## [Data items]
══════

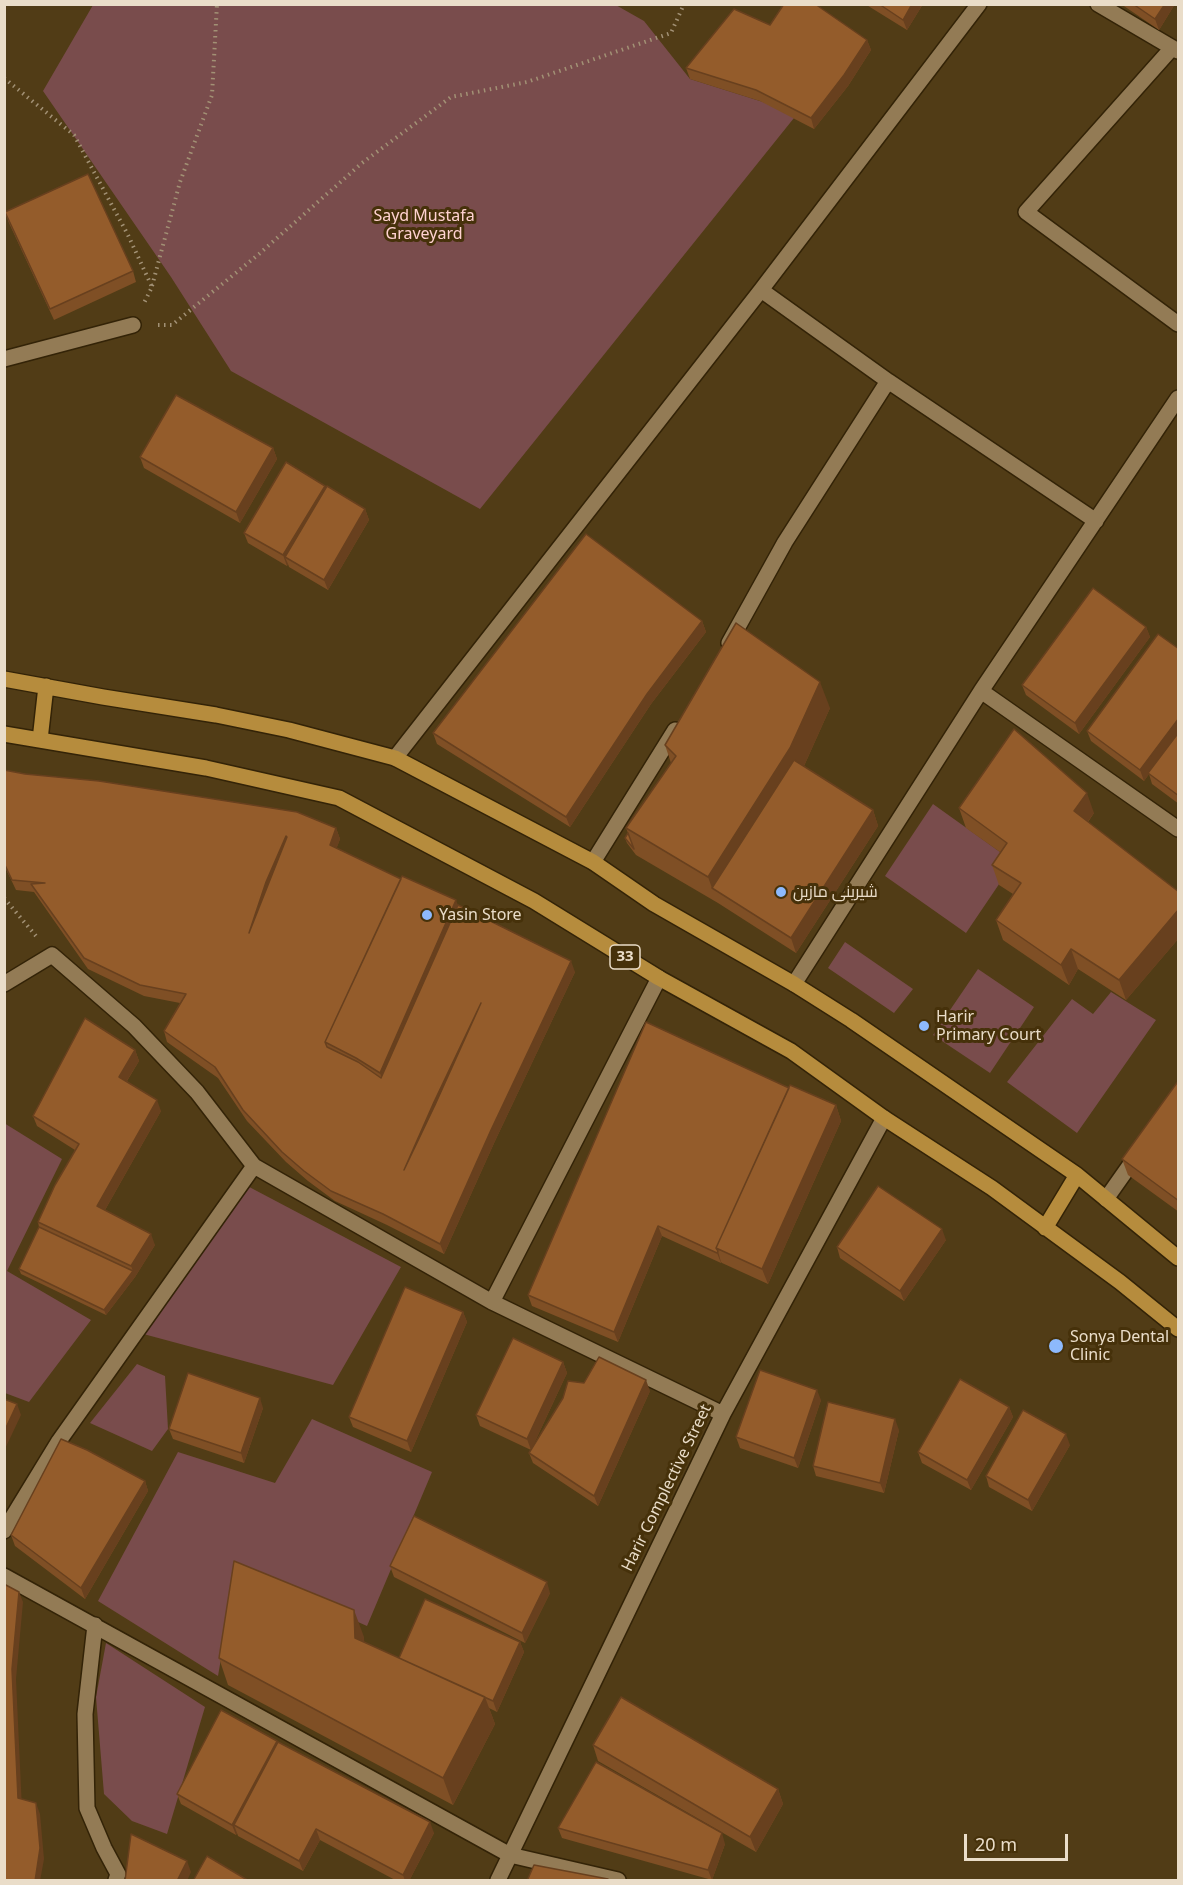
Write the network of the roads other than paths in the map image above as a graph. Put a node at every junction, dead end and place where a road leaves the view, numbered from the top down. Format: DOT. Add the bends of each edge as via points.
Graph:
graph roads {
  1 [pos="979,4"];
  2 [pos="1098,4"];
  3 [pos="1175,50"];
  4 [pos="761,290"];
  5 [pos="1179,324"];
  6 [pos="133,325"];
  7 [pos="4,359"];
  8 [pos="888,381"];
  9 [pos="1179,398"];
  10 [pos="1096,521"];
  11 [pos="721,656"];
  12 [pos="4,679"];
  13 [pos="46,687"];
  14 [pos="981,691"];
  15 [pos="684,715"];
  16 [pos="4,735"];
  17 [pos="40,741"];
  18 [pos="395,758"];
  19 [pos="1179,830"];
  20 [pos="593,862"];
  21 [pos="658,978"];
  22 [pos="4,984"];
  23 [pos="794,984"];
  24 [pos="884,1118"];
  25 [pos="1146,1141"];
  26 [pos="254,1166"];
  27 [pos="1077,1175"];
  28 [pos="1106,1199"];
  29 [pos="1044,1228"];
  30 [pos="1179,1258"];
  31 [pos="492,1302"];
  32 [pos="1179,1329"];
  33 [pos="723,1414"];
  34 [pos="4,1531"];
  35 [pos="4,1576"];
  36 [pos="95,1625"];
  37 [pos="510,1855"];
  38 [pos="116,1881"];
  39 [pos="498,1881"];
  40 [pos="618,1881"];
  1 -- 4 [label="street"];
  2 -- 3 [label="street"];
  3 -- 5 [label="street" via="1026,212"];
  4 -- 8 [label="street"];
  4 -- 18 [label="street"];
  6 -- 7 [label="street"];
  8 -- 10 [label="street"];
  8 -- 11 [label="street" via="785,542"];
  9 -- 10 [label="street"];
  10 -- 14 [label="street"];
  12 -- 13 [label="main road"];
  13 -- 17 [label="main road"];
  13 -- 18 [label="main road" via="216,714"];
  14 -- 19 [label="street"];
  14 -- 23 [label="street"];
  15 -- 20 [label="street"];
  16 -- 17 [label="main road, 33"];
  17 -- 21 [label="main road, 33" via="206,768 339,798 534,901"];
  18 -- 20 [label="main road"];
  20 -- 23 [label="main road" via="654,904"];
  21 -- 24 [label="main road, 33" via="791,1051"];
  21 -- 31 [label="street"];
  22 -- 26 [label="street" via="52,955 134,1026 197,1092"];
  23 -- 27 [label="main road" via="930,1072"];
  24 -- 29 [label="main road, 33" via="992,1188"];
  24 -- 33 [label="street, Harir Complective Street"];
  25 -- 28 [label="street"];
  26 -- 31 [label="street"];
  26 -- 34 [label="street" via="59,1441"];
  27 -- 28 [label="main road"];
  27 -- 29 [label="main road"];
  28 -- 30 [label="main road"];
  29 -- 32 [label="main road, 33"];
  31 -- 33 [label="street"];
  33 -- 37 [label="street, Harir Complective Street"];
  35 -- 36 [label="street"];
  36 -- 37 [label="street"];
  36 -- 38 [label="street" via="84,1714 87,1808 118,1874"];
  37 -- 39 [label="street, Harir Complective Street"];
  37 -- 40 [label="street"];
}
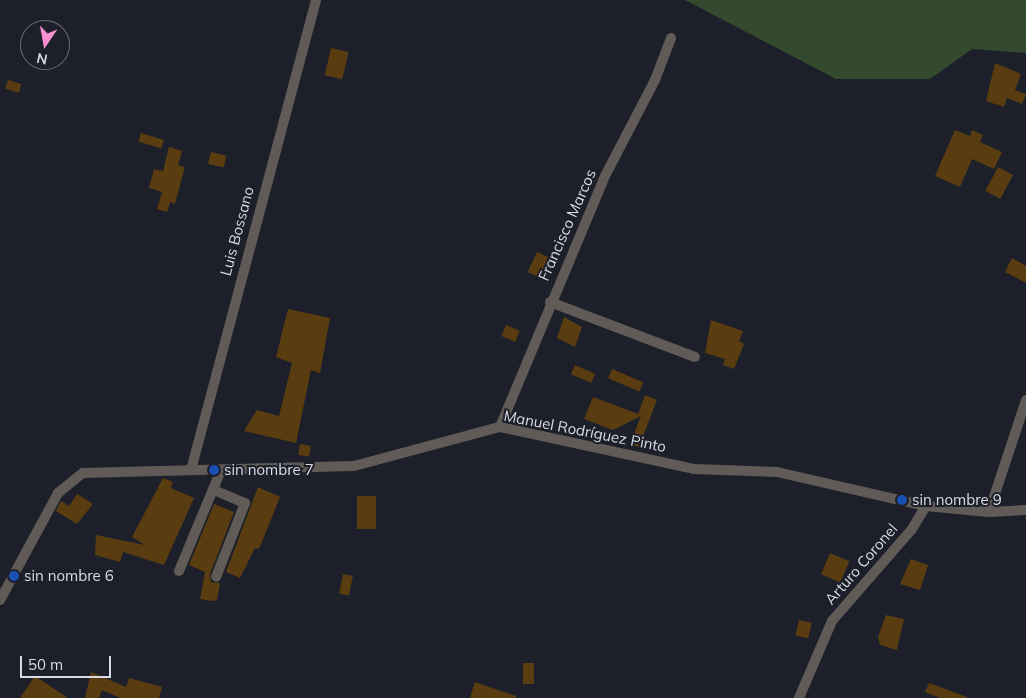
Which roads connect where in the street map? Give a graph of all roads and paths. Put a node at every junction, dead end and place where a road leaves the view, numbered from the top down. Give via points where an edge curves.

══════

## [DESCRIPTION OF THE TASK]
Leave out the pictures and return every record word for word.

## [EXPECTED OUTPUT]
Write the network of the roads other than paths in the map image above as a graph. Put a node at every junction, dead end and place where a road leaves the view, numbered from the top down. Format: DOT. Add the bends of each edge as via points.
Graph:
graph roads {
  1 [pos="979,4"];
  2 [pos="1098,4"];
  3 [pos="1175,50"];
  4 [pos="761,290"];
  5 [pos="1179,324"];
  6 [pos="133,325"];
  7 [pos="4,359"];
  8 [pos="888,381"];
  9 [pos="1179,398"];
  10 [pos="1096,521"];
  11 [pos="721,656"];
  12 [pos="4,679"];
  13 [pos="46,687"];
  14 [pos="981,691"];
  15 [pos="684,715"];
  16 [pos="4,735"];
  17 [pos="40,741"];
  18 [pos="395,758"];
  19 [pos="1179,830"];
  20 [pos="593,862"];
  21 [pos="658,978"];
  22 [pos="4,984"];
  23 [pos="794,984"];
  24 [pos="884,1118"];
  25 [pos="1146,1141"];
  26 [pos="254,1166"];
  27 [pos="1077,1175"];
  28 [pos="1106,1199"];
  29 [pos="1044,1228"];
  30 [pos="1179,1258"];
  31 [pos="492,1302"];
  32 [pos="1179,1329"];
  33 [pos="723,1414"];
  34 [pos="4,1531"];
  35 [pos="4,1576"];
  36 [pos="95,1625"];
  37 [pos="510,1855"];
  38 [pos="116,1881"];
  39 [pos="498,1881"];
  40 [pos="618,1881"];
  1 -- 4 [label="street"];
  2 -- 3 [label="street"];
  3 -- 5 [label="street" via="1026,212"];
  4 -- 8 [label="street"];
  4 -- 18 [label="street"];
  6 -- 7 [label="street"];
  8 -- 10 [label="street"];
  8 -- 11 [label="street" via="785,542"];
  9 -- 10 [label="street"];
  10 -- 14 [label="street"];
  12 -- 13 [label="main road"];
  13 -- 17 [label="main road"];
  13 -- 18 [label="main road" via="216,714"];
  14 -- 19 [label="street"];
  14 -- 23 [label="street"];
  15 -- 20 [label="street"];
  16 -- 17 [label="main road, 33"];
  17 -- 21 [label="main road, 33" via="206,768 339,798 534,901"];
  18 -- 20 [label="main road"];
  20 -- 23 [label="main road" via="654,904"];
  21 -- 24 [label="main road, 33" via="791,1051"];
  21 -- 31 [label="street"];
  22 -- 26 [label="street" via="52,955 134,1026 197,1092"];
  23 -- 27 [label="main road" via="930,1072"];
  24 -- 29 [label="main road, 33" via="992,1188"];
  24 -- 33 [label="street, Harir Complective Street"];
  25 -- 28 [label="street"];
  26 -- 31 [label="street"];
  26 -- 34 [label="street" via="59,1441"];
  27 -- 28 [label="main road"];
  27 -- 29 [label="main road"];
  28 -- 30 [label="main road"];
  29 -- 32 [label="main road, 33"];
  31 -- 33 [label="street"];
  33 -- 37 [label="street, Harir Complective Street"];
  35 -- 36 [label="street"];
  36 -- 37 [label="street"];
  36 -- 38 [label="street" via="84,1714 87,1808 118,1874"];
  37 -- 39 [label="street, Harir Complective Street"];
  37 -- 40 [label="street"];
}
Which roads connect where in the street map? Give a graph of all roads and paths. Put a node at every junction, dead end and place where a road leaves the view, numbered from the top down. Give via points where an edge curves.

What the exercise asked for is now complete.